What needs to be done =>
Print every record below exactly, minus the pictures.

(Images with keypoint coordinates)

⟨

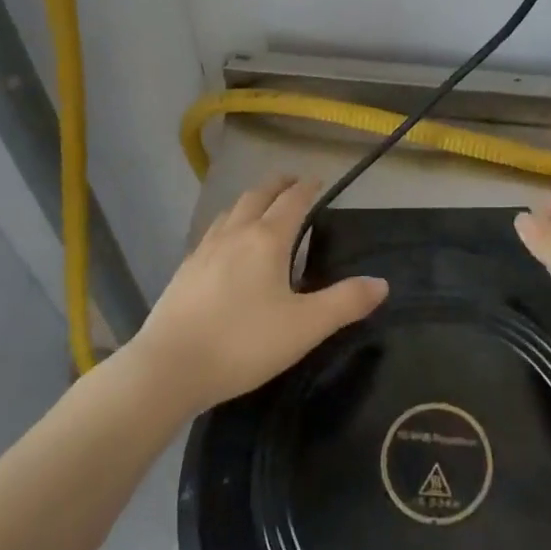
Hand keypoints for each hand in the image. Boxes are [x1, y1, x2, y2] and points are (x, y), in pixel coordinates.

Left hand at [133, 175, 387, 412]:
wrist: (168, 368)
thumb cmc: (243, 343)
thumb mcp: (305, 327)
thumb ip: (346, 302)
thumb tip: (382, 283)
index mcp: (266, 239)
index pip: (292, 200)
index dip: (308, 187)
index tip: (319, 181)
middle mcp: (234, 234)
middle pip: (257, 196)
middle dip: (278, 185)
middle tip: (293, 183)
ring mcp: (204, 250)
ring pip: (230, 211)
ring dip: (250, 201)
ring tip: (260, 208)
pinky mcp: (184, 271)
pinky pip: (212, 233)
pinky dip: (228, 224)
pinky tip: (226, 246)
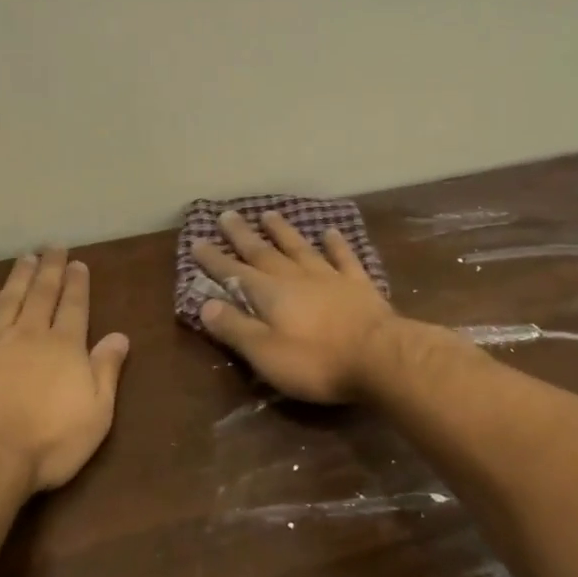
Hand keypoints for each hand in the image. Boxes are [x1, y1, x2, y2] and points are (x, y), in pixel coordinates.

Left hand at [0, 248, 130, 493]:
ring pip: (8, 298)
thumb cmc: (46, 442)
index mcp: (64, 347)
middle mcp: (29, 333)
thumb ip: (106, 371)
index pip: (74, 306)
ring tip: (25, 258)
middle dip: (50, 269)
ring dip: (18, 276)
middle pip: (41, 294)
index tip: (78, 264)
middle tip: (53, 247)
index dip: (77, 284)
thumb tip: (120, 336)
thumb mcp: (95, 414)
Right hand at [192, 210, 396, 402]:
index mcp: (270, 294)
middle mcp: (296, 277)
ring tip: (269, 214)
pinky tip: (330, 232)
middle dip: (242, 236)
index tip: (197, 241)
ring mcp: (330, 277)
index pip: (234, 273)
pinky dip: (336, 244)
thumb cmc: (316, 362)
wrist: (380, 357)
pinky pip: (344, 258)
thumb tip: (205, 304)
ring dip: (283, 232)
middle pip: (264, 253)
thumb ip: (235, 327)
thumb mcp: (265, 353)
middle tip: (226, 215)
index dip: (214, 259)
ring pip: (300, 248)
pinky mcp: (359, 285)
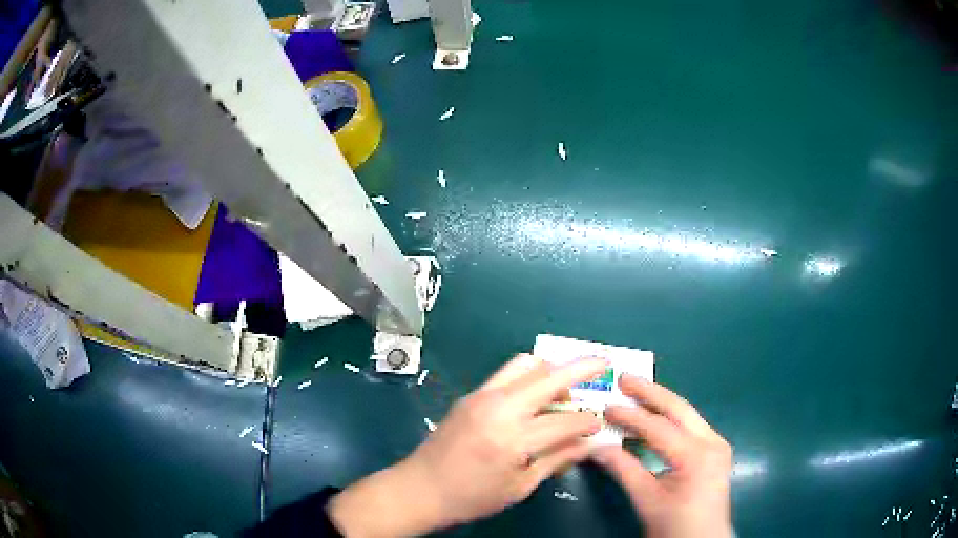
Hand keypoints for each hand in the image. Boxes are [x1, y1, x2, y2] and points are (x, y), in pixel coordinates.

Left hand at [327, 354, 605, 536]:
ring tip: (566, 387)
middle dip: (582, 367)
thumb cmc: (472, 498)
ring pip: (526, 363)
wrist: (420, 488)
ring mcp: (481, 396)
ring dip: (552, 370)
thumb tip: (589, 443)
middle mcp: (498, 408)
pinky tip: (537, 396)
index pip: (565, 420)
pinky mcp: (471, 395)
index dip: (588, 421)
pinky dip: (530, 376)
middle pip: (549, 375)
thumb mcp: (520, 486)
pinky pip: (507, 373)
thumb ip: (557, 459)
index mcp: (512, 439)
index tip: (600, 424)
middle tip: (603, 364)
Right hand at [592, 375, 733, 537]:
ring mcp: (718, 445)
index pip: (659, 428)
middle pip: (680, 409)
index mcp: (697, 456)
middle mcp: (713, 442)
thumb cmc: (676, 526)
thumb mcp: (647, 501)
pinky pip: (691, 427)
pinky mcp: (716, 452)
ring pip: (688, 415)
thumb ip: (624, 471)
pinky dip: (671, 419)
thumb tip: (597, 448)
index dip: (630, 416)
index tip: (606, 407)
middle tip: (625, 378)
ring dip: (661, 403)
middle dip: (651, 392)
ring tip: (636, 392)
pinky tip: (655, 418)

⟩

Your solution =>
Hand keypoints for each hand in the image. Boxes are [x1, y1, x2, y2] and points are (x, y), in pixel coordinates.

Left hand at [133, 175, 387, 412]:
wrist: (168, 368)
thumb cmc: (243, 343)
thumb mcp: (305, 327)
thumb ip: (346, 302)
thumb tip: (382, 283)
index mcp: (266, 239)
index pip: (292, 200)
index dip: (308, 187)
index tip: (319, 181)
middle mcp: (234, 234)
middle pip: (257, 196)
middle dip: (278, 185)
middle tip: (293, 183)
ring mcp: (204, 250)
ring pip: (230, 211)
ring dip: (250, 201)
ring tip: (260, 208)
pinky mcp: (184, 271)
pinky pip: (212, 233)
pinky dip: (228, 224)
pinky tip: (226, 246)
Hand keypoints for each hand in the image. Boxes are [x1, y1, x2, y2] and points are (x, y), in pixel coordinates.

Left hand at [0, 248, 130, 493]:
ring pip: (8, 298)
thumb cmc: (46, 442)
index mcp: (64, 347)
middle mcp: (29, 333)
thumb ip: (106, 371)
index pip: (74, 306)
ring tip: (25, 258)
middle dip: (50, 269)
ring dip: (18, 276)
middle pip: (41, 294)
index tip: (78, 264)
middle tip: (53, 247)
index dip: (77, 284)
thumb tip: (120, 336)
thumb mcp: (95, 414)
Right hand at [192, 210, 396, 402]:
index mcp: (270, 294)
middle mcp: (296, 277)
ring tip: (269, 214)
pinky tip: (330, 232)
middle dip: (242, 236)
index tip: (197, 241)
ring mcp: (330, 277)
index pip: (234, 273)
pinky dip: (336, 244)
thumb cmc: (316, 362)
wrist: (380, 357)
pinky pip: (344, 258)
thumb tip: (205, 304)
ring dip: (283, 232)
middle pip: (264, 253)
thumb ip: (235, 327)
thumb mcp: (265, 353)
middle tip: (226, 215)
index dip: (214, 259)
ring pip: (300, 248)
pinky mcp: (359, 285)
Hand keypoints for each hand in the image. Boxes are [x1, y1, x2, y2] and points are (x, y), in pixel coordinates.

Left hand at [327, 354, 605, 536]:
ring tip: (566, 387)
middle dip: (582, 367)
thumb cmc: (472, 498)
ring pip: (526, 363)
wrist: (420, 488)
ring mcp: (481, 396)
ring dip: (552, 370)
thumb tip: (589, 443)
middle mcp: (498, 408)
pinky tip: (537, 396)
index pip: (565, 420)
pinky mcp: (471, 395)
index dip: (588, 421)
pinky dip: (530, 376)
middle pip: (549, 375)
thumb mcp: (520, 486)
pinky pip: (507, 373)
thumb ip: (557, 459)
index mcp: (512, 439)
index tip: (600, 424)
middle tip: (603, 364)
Right hand at [592, 375, 733, 537]:
ring mcp: (718, 445)
index pip: (659, 428)
middle pip: (680, 409)
index mcp: (697, 456)
middle mcp: (713, 442)
thumb cmc: (676, 526)
thumb mcp: (647, 501)
pinky pip: (691, 427)
pinky mcp: (716, 452)
ring pip: (688, 415)
thumb ip: (624, 471)
pinky dip: (671, 419)
thumb tip: (597, 448)
index dip: (630, 416)
index tip: (606, 407)
middle tip: (625, 378)
ring dip: (661, 403)
middle dip: (651, 392)
ring tip: (636, 392)
pinky tip: (655, 418)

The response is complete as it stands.